*EXERCISE*:
How many of the lines below include the word "paths"? Only the number should be given.

*PROVIDED RECORDS*:
——————————

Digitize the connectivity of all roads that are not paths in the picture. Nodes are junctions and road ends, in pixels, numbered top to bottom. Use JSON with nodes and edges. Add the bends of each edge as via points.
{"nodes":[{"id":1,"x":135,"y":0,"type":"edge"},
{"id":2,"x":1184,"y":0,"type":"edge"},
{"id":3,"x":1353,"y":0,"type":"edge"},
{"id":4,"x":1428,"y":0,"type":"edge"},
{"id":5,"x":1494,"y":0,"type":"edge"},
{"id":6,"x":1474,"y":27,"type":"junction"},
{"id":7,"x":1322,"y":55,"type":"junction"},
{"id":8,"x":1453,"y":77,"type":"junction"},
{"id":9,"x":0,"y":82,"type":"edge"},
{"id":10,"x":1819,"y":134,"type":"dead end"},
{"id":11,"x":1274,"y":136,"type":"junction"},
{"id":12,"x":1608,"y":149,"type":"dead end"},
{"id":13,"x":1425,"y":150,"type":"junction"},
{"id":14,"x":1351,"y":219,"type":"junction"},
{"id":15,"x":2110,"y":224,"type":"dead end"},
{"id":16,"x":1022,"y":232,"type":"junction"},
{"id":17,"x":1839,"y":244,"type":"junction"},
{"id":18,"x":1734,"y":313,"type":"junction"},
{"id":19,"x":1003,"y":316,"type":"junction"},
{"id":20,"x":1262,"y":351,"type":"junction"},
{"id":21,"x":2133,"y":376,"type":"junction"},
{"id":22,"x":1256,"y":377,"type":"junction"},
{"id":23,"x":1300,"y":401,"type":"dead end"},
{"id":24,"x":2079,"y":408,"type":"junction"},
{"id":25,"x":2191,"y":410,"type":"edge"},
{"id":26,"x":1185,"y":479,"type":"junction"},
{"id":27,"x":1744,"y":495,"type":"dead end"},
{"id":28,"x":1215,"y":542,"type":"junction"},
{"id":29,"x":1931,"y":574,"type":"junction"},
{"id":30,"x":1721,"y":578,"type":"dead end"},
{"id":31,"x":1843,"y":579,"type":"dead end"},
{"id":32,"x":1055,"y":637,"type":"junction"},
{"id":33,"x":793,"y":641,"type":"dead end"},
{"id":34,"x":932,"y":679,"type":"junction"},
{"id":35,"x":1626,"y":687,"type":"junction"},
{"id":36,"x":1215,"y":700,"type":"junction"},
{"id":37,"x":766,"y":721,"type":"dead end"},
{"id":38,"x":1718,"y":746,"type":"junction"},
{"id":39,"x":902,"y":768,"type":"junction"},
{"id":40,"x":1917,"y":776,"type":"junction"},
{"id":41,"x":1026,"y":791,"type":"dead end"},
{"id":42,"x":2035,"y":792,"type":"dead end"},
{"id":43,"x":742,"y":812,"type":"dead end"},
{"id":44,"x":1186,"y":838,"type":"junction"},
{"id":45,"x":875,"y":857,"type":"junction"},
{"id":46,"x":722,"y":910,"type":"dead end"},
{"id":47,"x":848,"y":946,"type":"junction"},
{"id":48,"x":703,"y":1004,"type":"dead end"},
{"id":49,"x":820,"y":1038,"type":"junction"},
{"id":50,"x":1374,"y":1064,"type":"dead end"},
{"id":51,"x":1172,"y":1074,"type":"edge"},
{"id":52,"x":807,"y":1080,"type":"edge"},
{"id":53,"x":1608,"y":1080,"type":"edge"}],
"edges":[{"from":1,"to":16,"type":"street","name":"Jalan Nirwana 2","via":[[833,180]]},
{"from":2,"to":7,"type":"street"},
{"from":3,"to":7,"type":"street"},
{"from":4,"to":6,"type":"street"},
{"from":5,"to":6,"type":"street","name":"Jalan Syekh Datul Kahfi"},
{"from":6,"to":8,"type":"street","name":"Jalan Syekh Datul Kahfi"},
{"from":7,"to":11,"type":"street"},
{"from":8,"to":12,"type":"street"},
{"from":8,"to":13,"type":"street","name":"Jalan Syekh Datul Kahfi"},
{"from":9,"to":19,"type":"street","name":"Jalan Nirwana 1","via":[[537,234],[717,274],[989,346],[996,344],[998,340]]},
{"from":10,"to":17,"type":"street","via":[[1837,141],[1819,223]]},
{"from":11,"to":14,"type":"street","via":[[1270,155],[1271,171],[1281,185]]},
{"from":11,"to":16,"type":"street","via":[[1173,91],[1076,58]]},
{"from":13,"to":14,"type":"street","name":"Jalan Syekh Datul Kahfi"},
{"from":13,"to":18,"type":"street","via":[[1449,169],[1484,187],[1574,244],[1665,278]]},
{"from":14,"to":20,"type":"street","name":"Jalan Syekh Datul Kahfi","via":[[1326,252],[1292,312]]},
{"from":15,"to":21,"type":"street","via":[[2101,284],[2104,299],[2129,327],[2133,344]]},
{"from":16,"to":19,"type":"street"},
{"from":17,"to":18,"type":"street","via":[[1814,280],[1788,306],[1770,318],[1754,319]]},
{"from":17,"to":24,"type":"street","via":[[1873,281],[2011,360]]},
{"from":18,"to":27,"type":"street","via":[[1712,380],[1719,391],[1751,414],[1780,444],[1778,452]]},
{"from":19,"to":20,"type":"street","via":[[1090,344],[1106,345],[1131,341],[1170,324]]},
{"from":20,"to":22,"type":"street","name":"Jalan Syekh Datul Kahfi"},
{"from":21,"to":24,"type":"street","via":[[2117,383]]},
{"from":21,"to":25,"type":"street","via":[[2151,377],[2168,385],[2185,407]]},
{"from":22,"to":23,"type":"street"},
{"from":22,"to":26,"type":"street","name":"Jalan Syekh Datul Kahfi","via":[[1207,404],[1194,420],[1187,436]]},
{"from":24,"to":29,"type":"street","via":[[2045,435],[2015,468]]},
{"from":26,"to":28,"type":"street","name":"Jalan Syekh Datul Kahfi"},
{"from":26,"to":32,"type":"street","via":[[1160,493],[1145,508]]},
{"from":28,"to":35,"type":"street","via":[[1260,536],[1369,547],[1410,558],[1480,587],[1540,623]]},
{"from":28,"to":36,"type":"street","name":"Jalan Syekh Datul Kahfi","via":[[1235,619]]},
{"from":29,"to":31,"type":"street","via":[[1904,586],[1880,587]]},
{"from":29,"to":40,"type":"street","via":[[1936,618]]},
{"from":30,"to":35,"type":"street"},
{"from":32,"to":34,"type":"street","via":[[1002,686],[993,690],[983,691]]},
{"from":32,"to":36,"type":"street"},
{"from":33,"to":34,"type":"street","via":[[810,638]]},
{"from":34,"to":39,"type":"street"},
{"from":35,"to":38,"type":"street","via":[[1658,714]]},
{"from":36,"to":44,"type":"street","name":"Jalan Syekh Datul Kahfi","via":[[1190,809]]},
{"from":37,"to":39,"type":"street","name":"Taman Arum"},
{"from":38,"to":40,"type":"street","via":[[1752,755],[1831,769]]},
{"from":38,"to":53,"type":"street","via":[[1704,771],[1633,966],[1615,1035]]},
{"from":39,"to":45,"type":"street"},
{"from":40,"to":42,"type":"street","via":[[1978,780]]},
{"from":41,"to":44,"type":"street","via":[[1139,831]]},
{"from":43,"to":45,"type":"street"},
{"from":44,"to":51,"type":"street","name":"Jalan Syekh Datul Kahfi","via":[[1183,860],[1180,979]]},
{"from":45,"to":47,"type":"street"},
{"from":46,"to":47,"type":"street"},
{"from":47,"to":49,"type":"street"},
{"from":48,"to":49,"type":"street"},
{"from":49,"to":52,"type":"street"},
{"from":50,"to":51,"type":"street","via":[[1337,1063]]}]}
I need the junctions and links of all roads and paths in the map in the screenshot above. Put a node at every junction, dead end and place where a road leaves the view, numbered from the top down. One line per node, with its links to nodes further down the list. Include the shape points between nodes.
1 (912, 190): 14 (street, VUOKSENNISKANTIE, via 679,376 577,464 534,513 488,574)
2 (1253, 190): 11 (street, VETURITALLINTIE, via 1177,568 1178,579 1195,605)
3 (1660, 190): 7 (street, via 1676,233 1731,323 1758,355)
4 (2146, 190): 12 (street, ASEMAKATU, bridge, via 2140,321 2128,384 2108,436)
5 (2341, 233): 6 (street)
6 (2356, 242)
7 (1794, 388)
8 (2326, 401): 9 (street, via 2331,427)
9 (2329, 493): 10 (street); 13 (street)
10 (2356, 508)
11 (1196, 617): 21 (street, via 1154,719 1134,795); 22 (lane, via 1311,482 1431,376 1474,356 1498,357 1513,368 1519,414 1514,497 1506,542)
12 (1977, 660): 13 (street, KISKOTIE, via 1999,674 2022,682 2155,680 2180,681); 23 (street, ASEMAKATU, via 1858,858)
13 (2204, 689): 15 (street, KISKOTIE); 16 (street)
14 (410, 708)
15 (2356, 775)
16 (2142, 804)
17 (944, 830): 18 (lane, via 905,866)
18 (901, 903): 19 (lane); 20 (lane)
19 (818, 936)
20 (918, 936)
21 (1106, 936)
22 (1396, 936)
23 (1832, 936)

——————————

*RESULT OF THIS TASK*:
2